If you intended to correct an error in the post then please contact us.

Recommended Posts

So, been tinkering with ASM a bit, and tried writing an ASM procedure that prints out readable numbers (especially ones bigger or equal to 10). It works :), I'm happy with that, but I still want to post it here and read what you guys think of it. This is the first program I wrote while not being guided by some example. I tried following the _cdecl convention. The only think I didn't grasp is why they decrease the stack pointer (esp) by 4 * number_of_local_variables before going into the actual procedure...in this code the number of local variables is unknown...I just decrease the stack pointer whenever I figure I need a new variable. Is that wrong? Also, the base pointer (ebp) is remembered, but wouldn't it also be possible not using the ebp at all? Just relying on the esp (where you very much watch for pushes or pops on the way) would do just the same trick, doesn't it? Anyways, here's the code, thanks for any comments :-)
global _main
extern _putchar

section .text

_main:
    push 789
    call _print_number  ; void print_number(unsigned int i);
    add esp, 4

    ret

_print_number:          ; print out readable numbers
    push ebp
    mov  ebp, esp

    push eax            ; save registers
    push ebx
    push ecx
    push edx

    mov eax, [ebp + 8]  ; take argument
    mov ebx, 10         ; divider is 10
    xor ecx, ecx        ; counter is 0

    cmp eax, 10
    jge print_number_push_remainder
    jmp print_number_put_number

print_number_push_remainder:
    xor edx, edx        ; high significant bytes are 0, low significant bytes are in eax
    div ebx             ; divide by 10

    push edx            ; push remainder
    inc ecx

    cmp eax, 10         ; keep going until quotient (eax) is smaller then 10
    jge print_number_push_remainder

print_number_put_number:
    add eax, 48         ; '0' is at place 48 in ASCII

    push ecx            ; remember counter
    push eax            ; print out quotient (or argument if is lower then 10), highest significant number of argument
	call _putchar
    add esp, 4
    pop ecx

    cmp ecx, 0
    je print_number_exit

print_number_put_number_loop:
    pop eax             ; pop remainder in reverse order
    dec ecx

    add eax, 48         ; '0' is at place 48 in ASCII

    push ecx            ; remember counter
    push eax            ; print out remainder, lower significant number then the previous print
    call _putchar
    add esp, 4
    pop ecx

    cmp ecx, 0          ; keep printing until we had all pushed remainders
    jne print_number_put_number_loop

print_number_exit:
    pop edx             ; restore registers
    pop ecx
    pop ebx
    pop eax

    leave
    ret

Share this post


Link to post
Share on other sites
Your EBP question is a good one. Yes, compilers know how to just rely on the ESP. In MSVC the option for this is called "Omit Base Pointer". I'm going to use MSVC6 as the example, since each compiler can do things slightly differently if they want.
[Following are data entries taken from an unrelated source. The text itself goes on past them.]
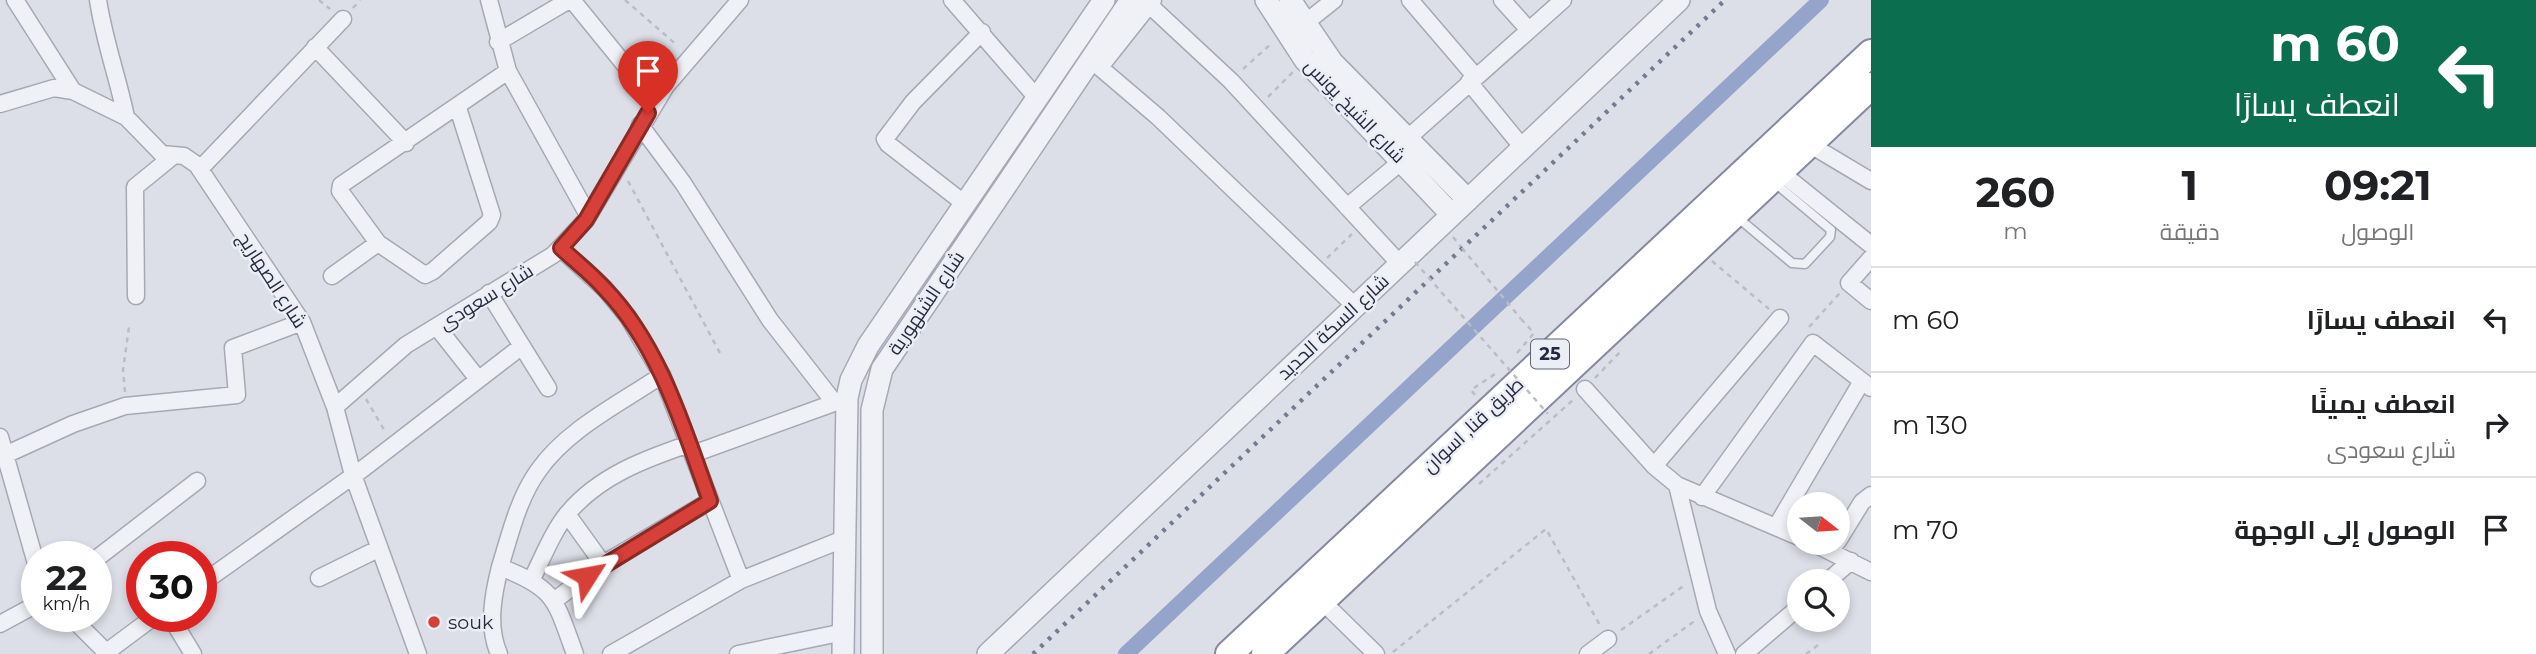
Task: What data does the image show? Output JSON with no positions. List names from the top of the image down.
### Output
{
  "streets": {
    "highway": ["25", "طريق قنا, اسوان"],
    "street": [
      "شارع الشيخ يونس",
      "شارع الصهاريج",
      "شارع سعودى",
      "شارع الشنهورية",
      "شارع السكة الحديد"
    ]
  },
  "crossings": [
    ["شارع الشيخ يونس", "شارع السكة الحديد"],
    ["شارع الصهاريج", "شارع سعودى"]
  ],
  "places": ["souk"],
  "north": "right",
  "page": {
    "turn": ["60 m", "انعطف يسارًا"],
    "eta": [
      "09:21",
      "الوصول",
      "1",
      "دقيقة",
      "260",
      "m"
    ],
    "list": [
      {
        "name": "انعطف يسارًا",
        "value": "60 m"
      },
      {
        "name": "انعطف يمينًا",
        "note": "شارع سعودى",
        "value": "130 m"
      },
      {
        "name": "الوصول إلى الوجهة",
        "value": "70 m"
      }
    ],
    "speed": "22 km/h",
    "limit": "30"
  }
}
MSVC does this automatically by tracing its control flow graph. Each node (called a 'basic block') in the graph is a sequence of instructions which start with a label (function start or jump destination) and do not contain branches until the last instruction. Since the instructions inside a node must always be executed in order, you can compute the stack offset difference from the start to the end of the node, and it will always be the same.

The compiler generates code so that no matter how the control flow graph is executed, the stack offset will always be the same value when entering a particular node, AND that the stack offset is back at zero at the exit of any 'return' block.

To simplify this job, the compiler puts ALL local variables in one clump at the beginning (sub esp, ###), then only moves the stack for function call arguments from that point on. Usually the compiler will not use the stack for anything else (like your digits in your number-printer).

The compiler can also use 'lazy' stack management. If it calls two functions in a row, and is using a calling convention where the caller pops arguments, it will wait until the last possible moment before popping everything (with a single 'add esp, ###' instruction). The 'last possible moment' in this case is at the end of a basic block which leads into a successor block with a smaller stack offset.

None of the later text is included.